COMMAND NAME:	edit

TYPE:		Action

SYNTAX:		"edit inputs unflagged"
		"edit inputs all"
		"edit inputs"
		"edit cursor"
		"edit duplicates procdate"
		"edit duplicates qcode"
		"edit duplicates snr"
		"edit parents"
		"edit children"
		"edit close baselines"
		"edit close triangles"
		"edit close"

DESCRIPTION:

Sets flags in the data records according to a variety of
circumstances.  These flags can be selectively unset with
the "unflag" command.

"Edit inputs" sets a flag bit in each data record for each
data selection input parameter which excludes that data point.
Thus, a scan may pass the input filter for stations, but fail
that for baselines.  The baseline bit would be set, but the
station bit would not.  Any set bit in the flag field causes
the scan to be flagged (i.e. it will not be plotted or written
to an output file).  The "unflagged" qualifier applies the filter
only to currently unflagged data.  The default "all" qualifier
sets flag bits if appropriate even in currently flagged data.

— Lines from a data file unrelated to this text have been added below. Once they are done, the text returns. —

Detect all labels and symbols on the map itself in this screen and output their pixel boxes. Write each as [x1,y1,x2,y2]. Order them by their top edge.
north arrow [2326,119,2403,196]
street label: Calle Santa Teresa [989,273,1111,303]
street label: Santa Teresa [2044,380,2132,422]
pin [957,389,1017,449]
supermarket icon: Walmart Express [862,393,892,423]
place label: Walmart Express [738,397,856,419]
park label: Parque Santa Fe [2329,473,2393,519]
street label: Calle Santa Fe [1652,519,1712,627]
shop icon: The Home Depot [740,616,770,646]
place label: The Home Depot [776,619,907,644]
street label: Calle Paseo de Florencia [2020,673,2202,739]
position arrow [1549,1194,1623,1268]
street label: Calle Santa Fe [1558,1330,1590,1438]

"Edit cursor" enables the cursor on an interactive graphics device
upon which data has been displayed using "plot".  The user may
type any character (except 'x', 'X', 'a', 'A', 'b' or 'B' ..  see 
below) on the keyboard to edit out the point nearest the cursor.
The cursor must be inside the border of a plot, and must be twice 
as close to the target point than any other point for success.  
Failure to meet these conditions results in an appropriate error 
message.    

Alternatively, the user may define an area on the plot within which
all points are to be edited out.  This is accomplished by typing
'a' or 'A' to locate the bottom left corner of a rectangle, and
'b' or 'B' to locate the top right corner.  Unfortunately, as yet
there is no visual indication of the current location of the 
rectangle.  This may be changed in future releases.

On devices which are not capable of erasing points from the screen
(e.g. tektronix emulators), the edited points are marked by being
overwritten by a solid square.

Do not use the mouse buttons on workstation tektronix emulators - 
these return multiple characters which may confuse the program.
The cursor editing mode is terminated by typing the character 'x' 
or 'X' on the keyboard.  The same may also be true of Xwindow
screens.

"Edit duplicates" removes duplicate scans from the database, 
ignoring flagged scans.  The term "duplicate" refers to identical
baseline, scan time, frequency code, experiment number and source.
The second argument determines which scan aedit will retain.  If
"procdate" is specified, it will keep the most recent processing.
If "qcode" is specified, the "best" quality code scan is kept. If
"snr" is specified, the highest snr scan is kept.

WARNING: Since "edit duplicates" ignores flagged scans, unflagging
data may generate more duplicates.  Similarly, reading in more
data may do the same.  In such circumstances, the recommended
course is to "unflag duplicates" and rerun "edit duplicates".

"Edit duplicates" and "edit cursor" operate only on type 2 data.

"Edit parents" and "edit children" allow you to construct a consistent
set of type-0, type-1 and type-2 data, such as may be needed for data
export, archiving, and so on.  "Edit parents" flags all type-0 and
type-1 data records which have no corresponding children (i.e. types
1 or 2 for root records, and type 2 for corel records).  "Edit children"
removes all "orphan" type 1 and 2 records (i.e. those type-2 records
with neither parent root nor corel records, and type-1 records without
parent root records).

"Edit close" flags type 2 baseline and type 3 triangle records according
to whether or not the two types of data are consistent with each other.
The baseline form of the command flags all baseline records which do
not appear in any unflagged triangle records.  The triangle form of the
command flags all triangle records for which all three constituent
baseline records are not present and unflagged.  Applying both forms
(as happens if the second argument is omitted) results in a fully
consistent set of baseline and triangle records in memory.